TRON: Legacy Review

TRON Legacy? More like TRON Travesty.

After a 28 year wait, fans of Disney’s sci-fi classic were treated to a sequel this past weekend as TRON Legacy opened in theatres everywhere. But while the movie was brilliant fun, Disney’s attempt to cash in with an iPhone game is anything but.

TRON Legacy for the iPhone doesn’t follow the story of the movie – in fact, it doesn’t offer any story at all. Instead, the game is little more than a collection of stages comprised of two modes; racing and on-rails shooting.


The racing, as anyone who’s seen either movie might expect, comes in the form of a lightcycle competition. In the films, light cycles are futuristic motorbikes that create a solid wall in their wake which they attempt to smash their opponents into. In the game, however, racing amounts to little more than a standard jaunt around a track.

It’s not a very exciting jaunt, either. Races are limited to very few opponents on the track at once. The trails created by your lightcycle are totally ineffective unless your opponent is right behind you – and even then they just provide something for your opponents to bump off of. Power ups that you collect seem to offer no real benefit. The tracks, while visually impressive, offer a relatively uninspired design. The tilt steering never really feels like you have enough control. And the competition is always lopsided, with you in the loser’s circle. In a word, lightcycle racing in TRON Legacy is dullsville.

It’s not a dull trip you’ll have to suffer alone, however, as lightcycle competition is available online to compete against strangers. And since you’ll both be suffering with the same frustrating controls, the playing field is a little more level than when playing against the AI.


The game’s second mode places you behind the turret of a Recognizer, a giant slow-moving vessel that looks like a Greco-Roman entranceway, as you try to blast anything that moves. Why the game tasks you to go on such a rampage remains unclear, but it hardly matters when you’re treating the world of TRON like a penny arcade shooting gallery.

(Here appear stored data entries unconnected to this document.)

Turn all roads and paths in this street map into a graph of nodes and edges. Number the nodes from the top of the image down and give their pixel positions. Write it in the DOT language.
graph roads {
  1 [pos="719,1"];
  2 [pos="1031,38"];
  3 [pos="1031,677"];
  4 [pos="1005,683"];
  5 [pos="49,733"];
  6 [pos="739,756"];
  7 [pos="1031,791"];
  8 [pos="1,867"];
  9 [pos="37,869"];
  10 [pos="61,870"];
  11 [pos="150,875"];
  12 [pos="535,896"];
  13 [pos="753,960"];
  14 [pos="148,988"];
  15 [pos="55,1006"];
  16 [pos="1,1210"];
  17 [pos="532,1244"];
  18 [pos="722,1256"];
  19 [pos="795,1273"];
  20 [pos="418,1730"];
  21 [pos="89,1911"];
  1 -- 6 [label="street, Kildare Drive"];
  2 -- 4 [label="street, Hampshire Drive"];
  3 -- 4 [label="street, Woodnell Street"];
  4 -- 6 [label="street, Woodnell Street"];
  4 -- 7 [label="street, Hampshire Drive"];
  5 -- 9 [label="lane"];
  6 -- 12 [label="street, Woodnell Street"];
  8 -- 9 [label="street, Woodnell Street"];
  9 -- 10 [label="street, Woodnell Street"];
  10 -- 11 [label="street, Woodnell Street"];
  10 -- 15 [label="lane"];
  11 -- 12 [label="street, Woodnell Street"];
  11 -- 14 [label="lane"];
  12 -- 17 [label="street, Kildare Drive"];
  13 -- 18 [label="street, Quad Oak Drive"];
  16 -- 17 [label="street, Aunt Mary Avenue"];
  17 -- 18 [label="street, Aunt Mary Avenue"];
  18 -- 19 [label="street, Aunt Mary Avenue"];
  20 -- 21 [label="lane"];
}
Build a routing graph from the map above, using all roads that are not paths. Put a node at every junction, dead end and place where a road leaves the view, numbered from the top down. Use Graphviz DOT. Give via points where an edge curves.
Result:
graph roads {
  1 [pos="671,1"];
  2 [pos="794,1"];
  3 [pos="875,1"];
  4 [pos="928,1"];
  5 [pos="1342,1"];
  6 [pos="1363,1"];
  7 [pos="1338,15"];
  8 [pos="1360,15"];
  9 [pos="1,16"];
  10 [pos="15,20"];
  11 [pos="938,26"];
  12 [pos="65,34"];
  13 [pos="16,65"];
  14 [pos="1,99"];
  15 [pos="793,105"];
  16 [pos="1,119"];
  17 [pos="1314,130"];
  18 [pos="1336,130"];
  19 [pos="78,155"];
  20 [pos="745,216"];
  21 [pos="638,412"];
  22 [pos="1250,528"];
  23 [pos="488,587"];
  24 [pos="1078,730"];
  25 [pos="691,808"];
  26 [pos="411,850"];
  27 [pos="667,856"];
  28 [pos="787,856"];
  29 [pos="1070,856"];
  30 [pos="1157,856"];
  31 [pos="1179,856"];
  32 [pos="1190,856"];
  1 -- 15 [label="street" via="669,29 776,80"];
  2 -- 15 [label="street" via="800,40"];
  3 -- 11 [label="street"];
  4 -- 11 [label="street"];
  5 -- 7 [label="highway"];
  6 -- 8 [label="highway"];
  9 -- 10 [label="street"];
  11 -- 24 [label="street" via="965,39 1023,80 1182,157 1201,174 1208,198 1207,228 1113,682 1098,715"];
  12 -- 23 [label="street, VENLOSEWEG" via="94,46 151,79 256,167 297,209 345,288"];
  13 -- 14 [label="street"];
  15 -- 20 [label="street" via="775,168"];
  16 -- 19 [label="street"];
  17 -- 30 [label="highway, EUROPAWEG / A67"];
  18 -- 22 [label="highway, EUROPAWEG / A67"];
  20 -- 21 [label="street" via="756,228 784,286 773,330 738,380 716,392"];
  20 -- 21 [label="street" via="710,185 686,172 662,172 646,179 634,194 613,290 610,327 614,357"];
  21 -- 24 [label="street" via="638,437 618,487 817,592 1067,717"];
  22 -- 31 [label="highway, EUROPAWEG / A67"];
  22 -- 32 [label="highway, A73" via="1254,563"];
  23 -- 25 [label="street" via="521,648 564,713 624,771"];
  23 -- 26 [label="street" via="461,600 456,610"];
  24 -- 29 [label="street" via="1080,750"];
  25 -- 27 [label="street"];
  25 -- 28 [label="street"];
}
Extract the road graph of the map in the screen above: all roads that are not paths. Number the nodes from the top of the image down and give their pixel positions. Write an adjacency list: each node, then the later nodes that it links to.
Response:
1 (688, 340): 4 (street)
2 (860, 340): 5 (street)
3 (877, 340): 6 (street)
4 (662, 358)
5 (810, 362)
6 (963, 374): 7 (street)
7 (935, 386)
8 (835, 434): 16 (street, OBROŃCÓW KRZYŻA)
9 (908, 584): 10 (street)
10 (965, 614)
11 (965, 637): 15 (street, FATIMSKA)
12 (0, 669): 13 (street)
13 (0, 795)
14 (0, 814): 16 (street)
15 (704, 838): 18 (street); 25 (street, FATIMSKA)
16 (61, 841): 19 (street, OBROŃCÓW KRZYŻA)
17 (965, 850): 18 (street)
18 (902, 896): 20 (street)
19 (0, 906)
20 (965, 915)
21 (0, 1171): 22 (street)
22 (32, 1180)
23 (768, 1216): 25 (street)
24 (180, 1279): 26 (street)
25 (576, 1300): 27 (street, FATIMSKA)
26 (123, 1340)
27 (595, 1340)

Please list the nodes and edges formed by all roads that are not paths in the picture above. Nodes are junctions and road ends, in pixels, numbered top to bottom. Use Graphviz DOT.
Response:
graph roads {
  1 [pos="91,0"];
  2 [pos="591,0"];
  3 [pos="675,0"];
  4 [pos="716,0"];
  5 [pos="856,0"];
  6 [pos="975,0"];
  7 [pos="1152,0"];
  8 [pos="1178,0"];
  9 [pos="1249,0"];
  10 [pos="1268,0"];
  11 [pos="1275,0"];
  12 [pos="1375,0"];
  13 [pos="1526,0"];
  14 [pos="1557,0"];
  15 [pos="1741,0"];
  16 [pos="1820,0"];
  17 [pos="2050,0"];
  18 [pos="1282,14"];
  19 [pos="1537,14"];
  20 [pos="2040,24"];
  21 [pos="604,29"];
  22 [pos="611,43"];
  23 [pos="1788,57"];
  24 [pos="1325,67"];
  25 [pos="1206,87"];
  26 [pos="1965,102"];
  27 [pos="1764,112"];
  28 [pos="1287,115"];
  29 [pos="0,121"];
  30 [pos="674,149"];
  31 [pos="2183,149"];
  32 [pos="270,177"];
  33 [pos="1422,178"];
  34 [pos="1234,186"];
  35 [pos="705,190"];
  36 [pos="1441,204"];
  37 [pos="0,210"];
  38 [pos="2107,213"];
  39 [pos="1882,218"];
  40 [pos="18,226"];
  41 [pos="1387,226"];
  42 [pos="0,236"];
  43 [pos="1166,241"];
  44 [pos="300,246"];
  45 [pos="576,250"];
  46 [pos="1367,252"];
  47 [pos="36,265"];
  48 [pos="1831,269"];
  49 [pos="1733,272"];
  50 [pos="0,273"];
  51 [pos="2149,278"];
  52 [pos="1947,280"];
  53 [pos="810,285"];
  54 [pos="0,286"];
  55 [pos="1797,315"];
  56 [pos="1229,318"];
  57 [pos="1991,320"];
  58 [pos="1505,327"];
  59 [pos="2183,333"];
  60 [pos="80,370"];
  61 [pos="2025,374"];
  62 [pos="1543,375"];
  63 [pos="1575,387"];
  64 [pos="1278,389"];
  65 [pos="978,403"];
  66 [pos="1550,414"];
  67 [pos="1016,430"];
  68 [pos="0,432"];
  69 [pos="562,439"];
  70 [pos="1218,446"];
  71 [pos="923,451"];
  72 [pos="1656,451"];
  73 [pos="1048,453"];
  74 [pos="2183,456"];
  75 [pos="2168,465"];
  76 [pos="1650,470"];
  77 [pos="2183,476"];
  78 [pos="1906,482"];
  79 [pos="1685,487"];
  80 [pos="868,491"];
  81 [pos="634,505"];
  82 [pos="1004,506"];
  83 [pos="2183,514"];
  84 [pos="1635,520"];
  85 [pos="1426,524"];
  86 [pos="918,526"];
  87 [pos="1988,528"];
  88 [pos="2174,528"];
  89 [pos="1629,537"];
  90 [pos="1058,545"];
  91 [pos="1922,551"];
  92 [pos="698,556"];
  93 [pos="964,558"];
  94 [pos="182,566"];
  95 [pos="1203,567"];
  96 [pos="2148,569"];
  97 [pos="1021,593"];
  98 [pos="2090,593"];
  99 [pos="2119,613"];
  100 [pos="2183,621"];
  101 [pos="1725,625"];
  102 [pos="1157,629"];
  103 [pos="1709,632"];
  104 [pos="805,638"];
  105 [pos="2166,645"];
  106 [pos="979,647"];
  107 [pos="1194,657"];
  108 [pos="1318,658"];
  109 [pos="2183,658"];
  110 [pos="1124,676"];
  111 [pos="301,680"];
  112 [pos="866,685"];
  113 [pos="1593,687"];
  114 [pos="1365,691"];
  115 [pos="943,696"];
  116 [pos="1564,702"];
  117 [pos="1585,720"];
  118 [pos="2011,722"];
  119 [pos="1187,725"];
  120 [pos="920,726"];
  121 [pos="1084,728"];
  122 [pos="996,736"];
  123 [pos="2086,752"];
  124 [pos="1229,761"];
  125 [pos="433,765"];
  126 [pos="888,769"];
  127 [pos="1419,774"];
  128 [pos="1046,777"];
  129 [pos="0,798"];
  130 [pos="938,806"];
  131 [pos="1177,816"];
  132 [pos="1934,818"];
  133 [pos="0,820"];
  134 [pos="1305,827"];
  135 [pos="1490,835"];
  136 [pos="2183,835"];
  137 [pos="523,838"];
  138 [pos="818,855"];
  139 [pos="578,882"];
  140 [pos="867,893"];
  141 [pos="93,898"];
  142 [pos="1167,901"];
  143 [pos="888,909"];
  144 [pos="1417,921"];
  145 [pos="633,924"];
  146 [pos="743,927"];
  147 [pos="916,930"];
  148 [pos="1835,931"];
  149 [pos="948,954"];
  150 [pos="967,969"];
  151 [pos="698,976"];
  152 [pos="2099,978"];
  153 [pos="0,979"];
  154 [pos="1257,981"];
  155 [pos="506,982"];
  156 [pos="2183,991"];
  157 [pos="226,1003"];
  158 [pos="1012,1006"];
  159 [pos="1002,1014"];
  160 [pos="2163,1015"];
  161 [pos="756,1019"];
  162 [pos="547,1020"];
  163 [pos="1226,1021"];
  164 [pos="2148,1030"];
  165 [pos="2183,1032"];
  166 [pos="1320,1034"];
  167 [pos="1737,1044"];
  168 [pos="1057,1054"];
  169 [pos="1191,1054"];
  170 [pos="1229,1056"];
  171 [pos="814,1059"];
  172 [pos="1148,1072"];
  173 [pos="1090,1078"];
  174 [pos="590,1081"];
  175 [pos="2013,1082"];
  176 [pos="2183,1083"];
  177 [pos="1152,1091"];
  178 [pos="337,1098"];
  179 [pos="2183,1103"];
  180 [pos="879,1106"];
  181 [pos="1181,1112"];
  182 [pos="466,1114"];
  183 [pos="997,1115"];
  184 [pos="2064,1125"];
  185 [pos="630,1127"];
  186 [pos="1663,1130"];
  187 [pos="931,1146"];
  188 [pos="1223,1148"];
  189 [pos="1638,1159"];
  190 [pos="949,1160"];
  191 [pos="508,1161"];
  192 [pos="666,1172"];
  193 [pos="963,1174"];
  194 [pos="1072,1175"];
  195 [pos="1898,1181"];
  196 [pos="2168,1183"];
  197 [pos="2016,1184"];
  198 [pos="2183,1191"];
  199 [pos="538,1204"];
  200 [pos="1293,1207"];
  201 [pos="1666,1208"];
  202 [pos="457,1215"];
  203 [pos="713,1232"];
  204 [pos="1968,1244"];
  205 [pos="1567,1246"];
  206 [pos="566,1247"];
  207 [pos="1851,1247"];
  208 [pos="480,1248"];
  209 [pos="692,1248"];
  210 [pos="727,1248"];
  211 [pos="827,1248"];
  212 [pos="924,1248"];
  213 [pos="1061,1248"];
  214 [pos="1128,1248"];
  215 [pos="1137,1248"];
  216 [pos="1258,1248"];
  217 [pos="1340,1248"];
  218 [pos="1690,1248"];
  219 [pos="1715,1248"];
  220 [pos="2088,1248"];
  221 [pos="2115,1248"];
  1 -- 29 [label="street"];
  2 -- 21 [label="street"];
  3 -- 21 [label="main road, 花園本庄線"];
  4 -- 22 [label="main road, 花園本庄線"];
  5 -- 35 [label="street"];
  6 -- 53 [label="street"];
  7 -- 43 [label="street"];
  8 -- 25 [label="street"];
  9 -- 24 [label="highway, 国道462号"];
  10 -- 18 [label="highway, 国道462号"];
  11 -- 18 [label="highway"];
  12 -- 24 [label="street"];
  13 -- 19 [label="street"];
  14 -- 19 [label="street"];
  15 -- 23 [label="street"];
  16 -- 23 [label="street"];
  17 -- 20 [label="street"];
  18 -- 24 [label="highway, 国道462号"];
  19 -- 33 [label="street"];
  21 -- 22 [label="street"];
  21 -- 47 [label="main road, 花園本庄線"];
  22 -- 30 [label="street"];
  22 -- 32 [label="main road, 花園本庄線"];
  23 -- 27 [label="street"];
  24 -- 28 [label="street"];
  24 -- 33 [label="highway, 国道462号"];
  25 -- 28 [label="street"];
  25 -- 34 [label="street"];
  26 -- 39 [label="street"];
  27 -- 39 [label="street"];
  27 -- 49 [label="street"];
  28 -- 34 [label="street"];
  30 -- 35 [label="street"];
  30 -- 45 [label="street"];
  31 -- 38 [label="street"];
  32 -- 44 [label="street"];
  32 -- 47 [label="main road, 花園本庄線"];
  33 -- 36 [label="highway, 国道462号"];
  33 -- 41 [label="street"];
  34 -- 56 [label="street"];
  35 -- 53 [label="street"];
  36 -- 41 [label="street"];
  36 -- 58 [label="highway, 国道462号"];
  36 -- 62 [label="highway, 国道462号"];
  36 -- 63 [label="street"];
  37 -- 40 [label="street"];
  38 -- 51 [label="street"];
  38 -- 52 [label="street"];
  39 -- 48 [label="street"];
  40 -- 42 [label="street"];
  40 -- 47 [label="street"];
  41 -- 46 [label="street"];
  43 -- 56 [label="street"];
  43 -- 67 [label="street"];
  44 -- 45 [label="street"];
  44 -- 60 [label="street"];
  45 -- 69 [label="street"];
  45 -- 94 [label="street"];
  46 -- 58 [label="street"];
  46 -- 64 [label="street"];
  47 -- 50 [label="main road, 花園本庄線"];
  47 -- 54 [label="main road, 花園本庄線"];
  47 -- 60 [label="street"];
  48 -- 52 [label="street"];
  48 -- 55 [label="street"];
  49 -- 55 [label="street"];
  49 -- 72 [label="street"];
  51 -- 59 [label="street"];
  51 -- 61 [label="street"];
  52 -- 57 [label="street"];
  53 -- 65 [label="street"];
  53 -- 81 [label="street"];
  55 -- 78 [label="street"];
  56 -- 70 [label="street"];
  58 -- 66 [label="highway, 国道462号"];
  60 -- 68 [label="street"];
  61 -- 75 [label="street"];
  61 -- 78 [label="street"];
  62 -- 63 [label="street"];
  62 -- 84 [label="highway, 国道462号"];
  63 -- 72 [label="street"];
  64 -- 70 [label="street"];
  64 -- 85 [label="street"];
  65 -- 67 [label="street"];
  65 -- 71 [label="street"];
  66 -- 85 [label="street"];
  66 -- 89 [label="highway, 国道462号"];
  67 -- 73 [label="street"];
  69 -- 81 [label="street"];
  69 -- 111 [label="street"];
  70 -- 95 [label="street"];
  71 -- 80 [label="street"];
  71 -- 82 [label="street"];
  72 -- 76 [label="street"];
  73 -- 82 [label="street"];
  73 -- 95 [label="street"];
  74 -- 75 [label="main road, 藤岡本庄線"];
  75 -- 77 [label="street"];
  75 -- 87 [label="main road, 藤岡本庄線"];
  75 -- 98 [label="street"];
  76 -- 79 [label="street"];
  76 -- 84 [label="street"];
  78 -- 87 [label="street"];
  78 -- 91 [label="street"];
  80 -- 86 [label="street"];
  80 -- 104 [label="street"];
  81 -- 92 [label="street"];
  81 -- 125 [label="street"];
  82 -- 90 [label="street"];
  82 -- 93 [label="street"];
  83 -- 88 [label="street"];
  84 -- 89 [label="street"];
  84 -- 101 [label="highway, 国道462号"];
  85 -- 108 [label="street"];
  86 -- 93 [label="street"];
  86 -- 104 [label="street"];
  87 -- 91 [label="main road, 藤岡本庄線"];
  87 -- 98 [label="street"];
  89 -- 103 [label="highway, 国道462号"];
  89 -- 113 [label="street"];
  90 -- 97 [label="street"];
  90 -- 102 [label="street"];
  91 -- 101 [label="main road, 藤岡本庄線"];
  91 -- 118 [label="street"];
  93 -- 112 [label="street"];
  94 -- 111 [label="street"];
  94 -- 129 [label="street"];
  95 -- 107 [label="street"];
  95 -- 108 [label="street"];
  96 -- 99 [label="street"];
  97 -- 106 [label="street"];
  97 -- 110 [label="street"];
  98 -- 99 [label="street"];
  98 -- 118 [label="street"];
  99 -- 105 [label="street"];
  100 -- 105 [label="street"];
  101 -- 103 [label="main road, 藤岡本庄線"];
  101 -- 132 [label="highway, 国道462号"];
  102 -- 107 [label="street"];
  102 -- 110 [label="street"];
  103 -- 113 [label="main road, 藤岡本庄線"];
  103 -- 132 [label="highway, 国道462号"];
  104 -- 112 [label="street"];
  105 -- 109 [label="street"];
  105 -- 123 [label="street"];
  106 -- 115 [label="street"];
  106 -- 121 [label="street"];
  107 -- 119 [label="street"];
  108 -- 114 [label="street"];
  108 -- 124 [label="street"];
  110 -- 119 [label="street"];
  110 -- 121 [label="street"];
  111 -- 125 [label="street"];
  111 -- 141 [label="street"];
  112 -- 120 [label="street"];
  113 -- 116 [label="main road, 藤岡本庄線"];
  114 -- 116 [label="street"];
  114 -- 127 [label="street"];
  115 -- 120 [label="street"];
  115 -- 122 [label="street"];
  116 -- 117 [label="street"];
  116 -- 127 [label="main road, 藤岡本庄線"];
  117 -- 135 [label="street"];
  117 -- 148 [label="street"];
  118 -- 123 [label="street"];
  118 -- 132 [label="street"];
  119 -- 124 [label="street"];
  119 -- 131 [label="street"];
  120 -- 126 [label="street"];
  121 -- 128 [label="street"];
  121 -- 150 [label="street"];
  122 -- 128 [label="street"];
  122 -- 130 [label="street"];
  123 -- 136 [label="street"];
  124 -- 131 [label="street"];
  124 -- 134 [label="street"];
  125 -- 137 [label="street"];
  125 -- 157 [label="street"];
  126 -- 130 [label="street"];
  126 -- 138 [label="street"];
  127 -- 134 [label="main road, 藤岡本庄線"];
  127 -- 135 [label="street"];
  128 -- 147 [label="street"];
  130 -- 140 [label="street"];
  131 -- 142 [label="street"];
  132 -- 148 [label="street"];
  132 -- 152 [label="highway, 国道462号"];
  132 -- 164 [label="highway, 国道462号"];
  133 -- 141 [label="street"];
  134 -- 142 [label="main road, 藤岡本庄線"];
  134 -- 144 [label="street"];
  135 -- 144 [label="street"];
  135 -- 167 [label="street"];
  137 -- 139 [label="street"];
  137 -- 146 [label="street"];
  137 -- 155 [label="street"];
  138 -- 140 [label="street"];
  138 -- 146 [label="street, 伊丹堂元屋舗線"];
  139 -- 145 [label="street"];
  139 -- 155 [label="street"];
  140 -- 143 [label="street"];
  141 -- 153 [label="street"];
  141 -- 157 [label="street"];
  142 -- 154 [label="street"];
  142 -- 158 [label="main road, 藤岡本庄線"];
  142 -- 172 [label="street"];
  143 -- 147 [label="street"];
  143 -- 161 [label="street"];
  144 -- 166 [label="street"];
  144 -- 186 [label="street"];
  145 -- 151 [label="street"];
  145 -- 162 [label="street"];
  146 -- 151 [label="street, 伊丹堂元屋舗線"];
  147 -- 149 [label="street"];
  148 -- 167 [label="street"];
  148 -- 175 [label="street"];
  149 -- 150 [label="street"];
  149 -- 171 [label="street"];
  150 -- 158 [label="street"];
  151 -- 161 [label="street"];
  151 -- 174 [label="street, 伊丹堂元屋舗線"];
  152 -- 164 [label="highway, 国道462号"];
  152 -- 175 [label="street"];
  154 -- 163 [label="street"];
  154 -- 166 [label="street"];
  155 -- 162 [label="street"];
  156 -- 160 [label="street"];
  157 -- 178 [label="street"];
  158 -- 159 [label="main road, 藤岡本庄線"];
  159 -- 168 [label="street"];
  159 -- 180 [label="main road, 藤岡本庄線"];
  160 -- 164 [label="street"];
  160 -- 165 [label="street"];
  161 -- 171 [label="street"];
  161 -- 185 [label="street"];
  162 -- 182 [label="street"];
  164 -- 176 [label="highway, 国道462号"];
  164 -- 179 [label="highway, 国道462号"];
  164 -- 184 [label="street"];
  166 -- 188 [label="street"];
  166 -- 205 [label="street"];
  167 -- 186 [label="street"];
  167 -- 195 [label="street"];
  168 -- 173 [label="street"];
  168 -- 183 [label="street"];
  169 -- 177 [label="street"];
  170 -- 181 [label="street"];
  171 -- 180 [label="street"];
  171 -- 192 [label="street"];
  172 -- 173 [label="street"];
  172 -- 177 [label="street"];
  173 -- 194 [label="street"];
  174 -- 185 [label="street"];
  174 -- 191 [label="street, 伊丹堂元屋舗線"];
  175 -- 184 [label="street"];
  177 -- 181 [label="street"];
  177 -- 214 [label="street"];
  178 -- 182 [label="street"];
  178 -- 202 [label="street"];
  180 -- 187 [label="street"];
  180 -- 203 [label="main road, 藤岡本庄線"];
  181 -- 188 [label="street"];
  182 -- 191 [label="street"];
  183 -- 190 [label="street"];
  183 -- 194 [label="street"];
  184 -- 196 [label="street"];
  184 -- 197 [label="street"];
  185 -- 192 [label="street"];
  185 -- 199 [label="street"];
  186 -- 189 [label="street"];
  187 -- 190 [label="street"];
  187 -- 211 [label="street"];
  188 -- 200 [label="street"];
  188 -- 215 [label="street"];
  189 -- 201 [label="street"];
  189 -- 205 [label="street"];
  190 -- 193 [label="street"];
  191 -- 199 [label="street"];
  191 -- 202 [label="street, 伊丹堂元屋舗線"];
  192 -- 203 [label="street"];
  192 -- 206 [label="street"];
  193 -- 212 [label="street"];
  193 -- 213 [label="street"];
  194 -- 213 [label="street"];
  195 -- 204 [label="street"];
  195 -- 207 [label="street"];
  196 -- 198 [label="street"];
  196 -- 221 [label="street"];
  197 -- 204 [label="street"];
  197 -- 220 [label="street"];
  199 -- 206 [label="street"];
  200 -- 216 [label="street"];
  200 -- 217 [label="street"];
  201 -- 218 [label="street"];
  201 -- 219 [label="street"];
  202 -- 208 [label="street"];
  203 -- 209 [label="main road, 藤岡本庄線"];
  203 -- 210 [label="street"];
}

Like any rails shooter, movement is handled by the game automatically, while your only task is to aim and shoot before you move on to a new area. Aiming, like steering in lightcycles, is handled by tilting you device. While it’s certainly a shooter experience at its most basic, blasting lightcycles and tanks from a Recognizer proved to be a good deal more fun than TRON Legacy‘s racing counterpart. It’s not a great time by any stretch of the imagination, but it’s definitely the stronger side of the package.

In contrast to the lack of fun in terms of gameplay, TRON Legacy‘s presentation is surprisingly solid. The Daft Punk film soundtrack thumps away in the background, and some top notch reflection effects on the race tracks really manage to impress. The visuals on the race tracks really reminded us of the Playstation’s Wipeout series – which instantly made us wish that this game had been handled by the capable hands behind that futuristic franchise instead.


In opting for a straightforward racer, the folks at Disney Interactive really had to do something special to impress. Instead they decided to stick with the basics of the genre, and even these they couldn’t do well.

Even more frustrating is the fact that they didn’t need to stick with a straightforward racer at all. TRON fans would have been more than excited to play a proper lightcycle combat game, and they’ve proven it time and again by purchasing third-party TRONalikes like LightBike and LightBike2. Why Disney decided to go a different route is a question for the ages.

If you’re a fan of TRON or its recent big screen sequel TRON Legacy, this isn’t the game you’ll want to play to extend your movie-going experience. There are a few good choices on the App Store, but none of them have the official TRON name or Disney stamp of approval. We’d advise you to steer clear of this one, and instead petition Disney to port the sublime Tron 2.0 to the iPhone.